The incidence of PONV was also not different (29.4% vs. 23.5%) between the groups, despite differences in opioid usage. The low incidence in both groups may have benefitted from the appropriate stringent antiemetic strategy used in our institution. The TOF ratio before extubation was greater than 0.9 in all patients. No delayed emergence from anesthesia, hypoxemia, or critical respiratory events were reported. There were no differences in intraoperative hypotension, hypothermia, the use of phenylephrine, ephedrine and atropine.

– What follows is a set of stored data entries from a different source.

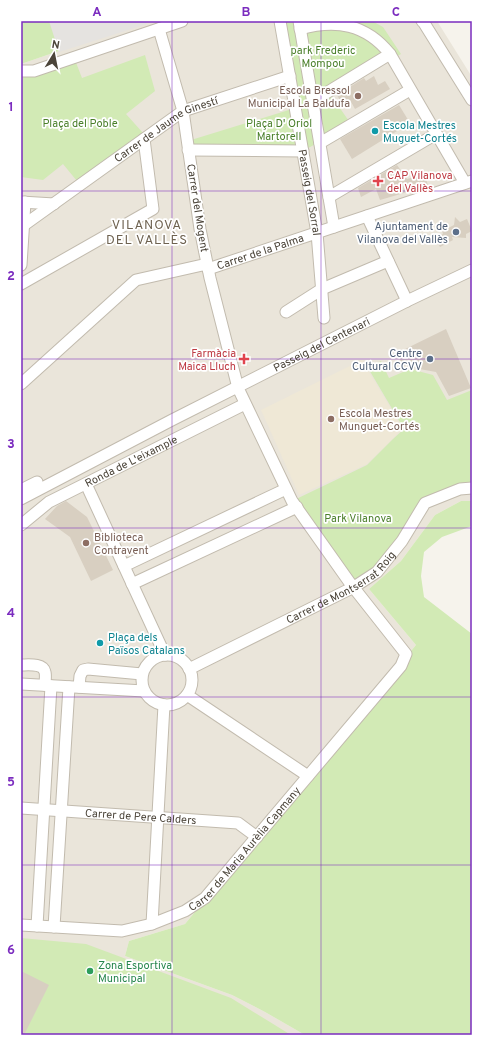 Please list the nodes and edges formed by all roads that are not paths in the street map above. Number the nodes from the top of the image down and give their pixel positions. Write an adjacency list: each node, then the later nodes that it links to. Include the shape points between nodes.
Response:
1 (182, 21): 5 (street)
2 (280, 21): 9 (street, Passeig del Sorral)
3 (422, 21): 12 (street)
4 (300, 25): 6 (street, via 326,24 360,29 373,37); 13 (street, Passeig del Sorral)
5 (159, 28): 7 (street); 14 (street, Carrer del Mogent)
6 (390, 54): 11 (street); 13 (street)
7 (34, 71): 8 (street); 10 (street)
8 (21, 72)
9 (290, 76): 14 (street, Carrer de Jaume Ginestí); 19 (street, Passeig del Sorral)
10 (21, 78)
11 (410, 90): 15 (street); 17 (street)
12 (472, 100)
13 (312, 101): 17 (street, Passeig del Sorral)
14 (183, 111): 16 (street, Carrer de Jaume Ginestí); 18 (street, Carrer del Mogent)
15 (436, 134): 20 (street); 21 (street)
16 (144, 139): 23 (street, Carrer de Jaume Ginestí); 32 (street, via 153,209)
17 (320, 143): 21 (street, Passeig del Sorral)
18 (188, 150): 19 (street); 30 (street, Carrer del Mogent)
19 (303, 151): 27 (street, Passeig del Sorral)
20 (468, 182): 24 (street, Carrer de la Palma)
21 (329, 197): 26 (street, Passeig del Sorral)
22 (23, 202): 23 (street); 25 (street)
23 (54, 204): 25 (street, Carrer de Jaume Ginestí)
24 (366, 216): 26 (street, Carrer de la Palma); 28 (street)
25 (24, 225): 29 (street)
26 (334, 227): 27 (street, Carrer de la Palma)
27 (317, 233): 30 (street, Carrer de la Palma); 33 (street, Passeig del Sorral)
28 (388, 260): 33 (street); 34 (street)
29 (21, 265)
30 (208, 266): 37 (street, Carrer de la Palma, via 136,280); 38 (street, Carrer del Mogent)
31 (472, 270): 34 (street, Passeig del Centenari)
32 (21, 284)
33 (322, 289): 35 (street); 36 (street, Passeig del Sorral)
34 (407, 301): 38 (street, Passeig del Centenari)
35 (286, 312)
36 (324, 318)
37 (21, 384)
38 (238, 388): 39 (street, Carrer del Mogent); 40 (street, Passeig del Centenari)
39 (245, 404): 41 (street, Ronda de L'eixample); 43 (street, Carrer del Mogent)
40 (172, 420): 44 (street, Passeig del Centenari, via 127,438); 45 (street, Passeig del Centenari)
41 (86, 484): 47 (street, Ronda de L'eixample, via 49,502); 48 (street)
42 (472, 488): 50 (street, Carrer de Montserrat Roig, via 460,489 424,503 402,541 377,572)
43 (286, 489): 46 (street, Carrer del Mogent); 48 (street)
44 (21, 490)
45 (21, 499)
46 (297, 507): 49 (street); 50 (street, Carrer del Mogent)
47 (21, 526)
48 (124, 566): 49 (street)
49 (132, 584): 52 (street)
50 (354, 587): 51 (street, Carrer del Mogent); 54 (street, Carrer de Montserrat Roig)
51 (406, 654): 62 (street, Carrer de Maria Aurèlia Capmany, via 401,666)
52 (165, 655): 54 (street, via 177,657); 55 (street, via 149,661)
53 (21, 665): 57 (street, via 42,668)
54 (189, 669): 60 (street, via 192,677)
55 (142, 674): 58 (street, via 88,669 83,670); 59 (street)
56 (21, 684): 57 (street)
57 (48, 686): 58 (street); 64 (street)
58 (74, 687): 59 (street); 65 (street)
59 (144, 691): 61 (street, via 152,701)
60 (187, 695): 61 (street, via 174,704); 62 (street)
61 (164, 704): 66 (street)
62 (308, 776): 67 (street, Carrer de Maria Aurèlia Capmany)
63 (21, 808): 64 (street, Carrer de Pere Calders)
64 (44, 810): 65 (street, Carrer de Pere Calders); 70 (street)
65 (61, 811): 66 (street, Carrer de Pere Calders); 71 (street)
66 (158, 818): 67 (street, Carrer de Pere Calders, via 238,822); 68 (street)
67 (256, 837): 68 (street, Carrer de Maria Aurèlia Capmany, via 205,898)
68 (152, 924): 71 (street, Carrer de Maria Aurèlia Capmany, via 122,931)
69 (21, 925): 70 (street, Carrer de Maria Aurèlia Capmany)
70 (37, 926): 71 (street, Carrer de Maria Aurèlia Capmany)
71 (54, 927) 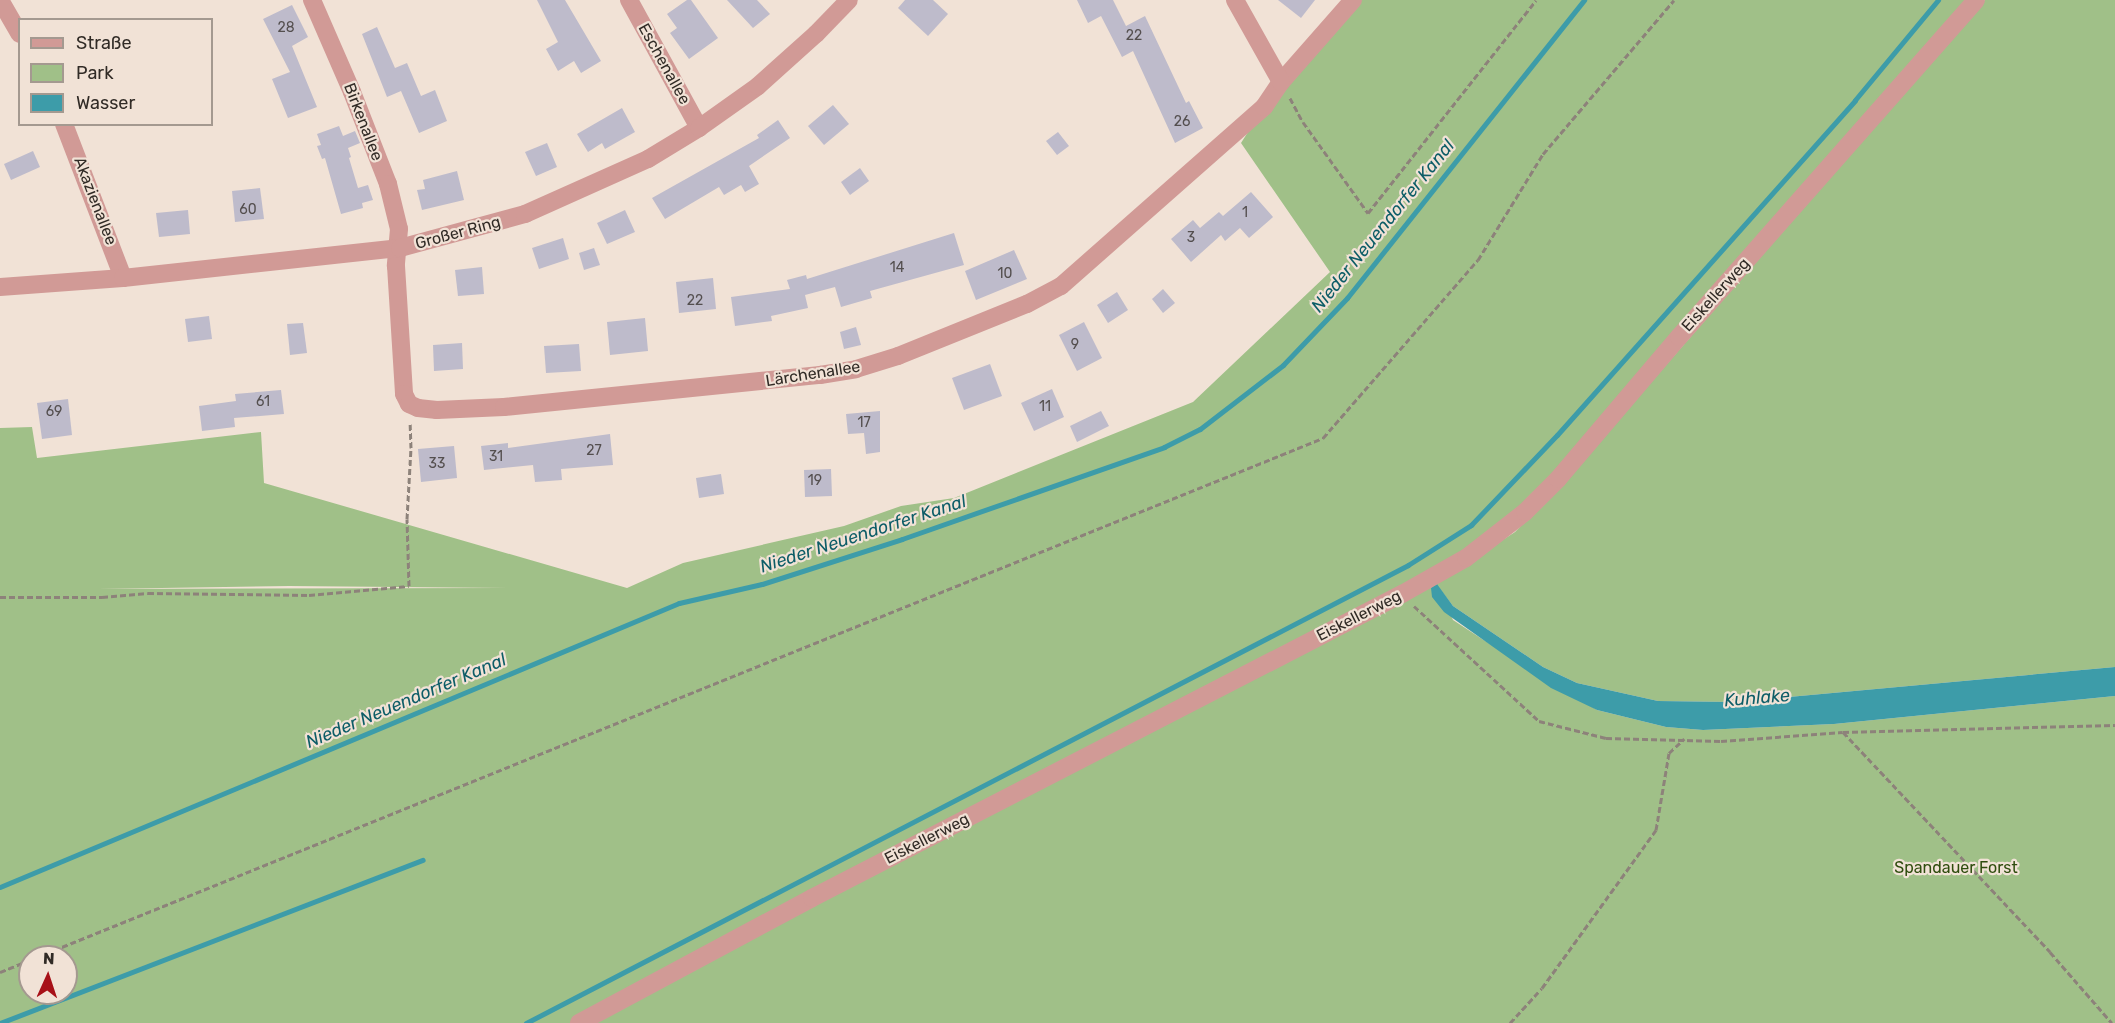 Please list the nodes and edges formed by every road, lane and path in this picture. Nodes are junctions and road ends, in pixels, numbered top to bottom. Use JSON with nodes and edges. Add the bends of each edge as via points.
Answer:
{"nodes":[{"id":1,"x":0,"y":0,"type":"edge"},
{"id":2,"x":312,"y":0,"type":"edge"},
{"id":3,"x":629,"y":0,"type":"edge"},
{"id":4,"x":849,"y":0,"type":"edge"},
{"id":5,"x":1235,"y":0,"type":"edge"},
{"id":6,"x":1353,"y":0,"type":"edge"},
{"id":7,"x":1536,"y":0,"type":"edge"},
{"id":8,"x":1674,"y":0,"type":"edge"},
{"id":9,"x":1976,"y":0,"type":"edge"},
{"id":10,"x":18,"y":31,"type":"edge"},
{"id":11,"x":1281,"y":82,"type":"junction"},
{"id":12,"x":65,"y":126,"type":"edge"},
{"id":13,"x":699,"y":128,"type":"junction"},
{"id":14,"x":399,"y":248,"type":"junction"},
{"id":15,"x":123,"y":278,"type":"junction"},
{"id":16,"x":0,"y":287,"type":"edge"},
{"id":17,"x":409,"y":404,"type":"junction"},
{"id":18,"x":1402,"y":594,"type":"junction"},
{"id":19,"x":0,"y":597,"type":"edge"},
{"id":20,"x":2115,"y":725,"type":"edge"},
{"id":21,"x":1843,"y":732,"type":"junction"},
{"id":22,"x":1684,"y":739,"type":"junction"},
{"id":23,"x":67,"y":945,"type":"edge"},
{"id":24,"x":18,"y":965,"type":"edge"},
{"id":25,"x":0,"y":972,"type":"edge"},
{"id":26,"x":579,"y":1023,"type":"edge"},
{"id":27,"x":1510,"y":1023,"type":"edge"},
{"id":28,"x":2112,"y":1023,"type":"edge"}],
"edges":[{"from":1,"to":10,"type":"street"},
{"from":2,"to":14,"type":"street","name":"Birkenallee","via":[[388,184],[399,229]]},
{"from":3,"to":13,"type":"street","name":"Eschenallee"},
{"from":4,"to":13,"type":"street","name":"Großer Ring","via":[[758,86]]},
{"from":5,"to":11,"type":"street"},
{"from":6,"to":11,"type":"street","name":"Lärchenallee"},
{"from":7,"to":11,"type":"path","via":[[1368,213],[1303,122]]},
{"from":8,"to":23,"type":"path","via":[[1543,154],[1478,260],[1323,438]]},
{"from":9,"to":18,"type":"street","name":"Eiskellerweg","via":[[1558,479],[1525,512],[1466,558]]},
{"from":11,"to":17,"type":"street","name":"Lärchenallee","via":[[1264,107],[1061,286],[1027,304],[898,356],[856,369],[773,381],[504,407],[437,410]]},
{"from":12,"to":15,"type":"street","name":"Akazienallee"},
{"from":13,"to":14,"type":"street","name":"Großer Ring","via":[[648,159],[525,214]]},
{"from":14,"to":15,"type":"street","name":"Großer Ring"},
{"from":14,"to":17,"type":"street","via":[[396,266],[404,394]]},
{"from":15,"to":16,"type":"street","name":"Großer Ring"},
{"from":17,"to":19,"type":"path","via":[[408,586],[309,595],[148,593]]},
{"from":18,"to":22,"type":"path","via":[[1539,722],[1606,738]]},
{"from":18,"to":26,"type":"street","name":"Eiskellerweg","via":[[812,898]]},
{"from":20,"to":21,"type":"path"},
{"from":21,"to":22,"type":"path","via":[[1721,741]]},
{"from":21,"to":28,"type":"path"},
{"from":22,"to":27,"type":"path","via":[[1669,753],[1656,830],[1542,988]]},
{"from":24,"to":25,"type":"path"}]}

The present study has several limitations. First, several types of surgery were included in this study, therefore, different pain-related outcomes may have had an impact on the main results. Especially, in relation with spinal surgical level, lumbar surgery is known to be quite different regarding pain from the cervical surgery. In our subgroup analysis, fentanyl consumption and pain scores were lower in cervical surgeries at postoperative 24 and 48 h than non-cervical surgeries. Second, the infused doses of propofol or remifentanil were not collected. Therefore, we could not observe/prove the anesthetic-sparing benefit of MgSO₄, reducing the requirements of TIVA—which has often been demonstrated in previous studies [5,19,23]. Constant concentrations are usually maintained because rapid alterations of anesthetics during IOM make interpretation of evoked potentials difficult, resulting in false positive/negative results. Third, details of SSEP and MEP, i.e., average amplitudes were not collected from a technical standpoint, and these factors vary across institutions, potentially limiting the generalization of our IOM finding. Fourth, MgSO₄ was used as essentially one addition to intraoperative opiates. Many multimodal analgesic regimens employ multiple drugs and presents a dizzying number of permutations and combinations to potentially study. Whether or not magnesium interacts with other typically used drugs for multimodal analgesia remains open to question. Lastly, long-term follow-up of pain control was not performed. As the types of surgeries were heterogeneous, a simple comparison of follow-up NRS between the groups would have been futile.

5. Conclusions

In conclusion, preventive MgSO₄ reduces postoperative pain intensity and opioids consumption at 24 and 48 h after surgery. The intraoperative benefit of MgSO₄ is the lack of any interference to neurophysiological monitoring without the need for additional NMB drugs while maintaining depth of block. With these reasons, we recommend that anesthesiologists and surgeons consider MgSO₄ as an essential part of multimodal analgesic therapy to improve patient safety and outcomes for the patients who are undergoing painful surgery.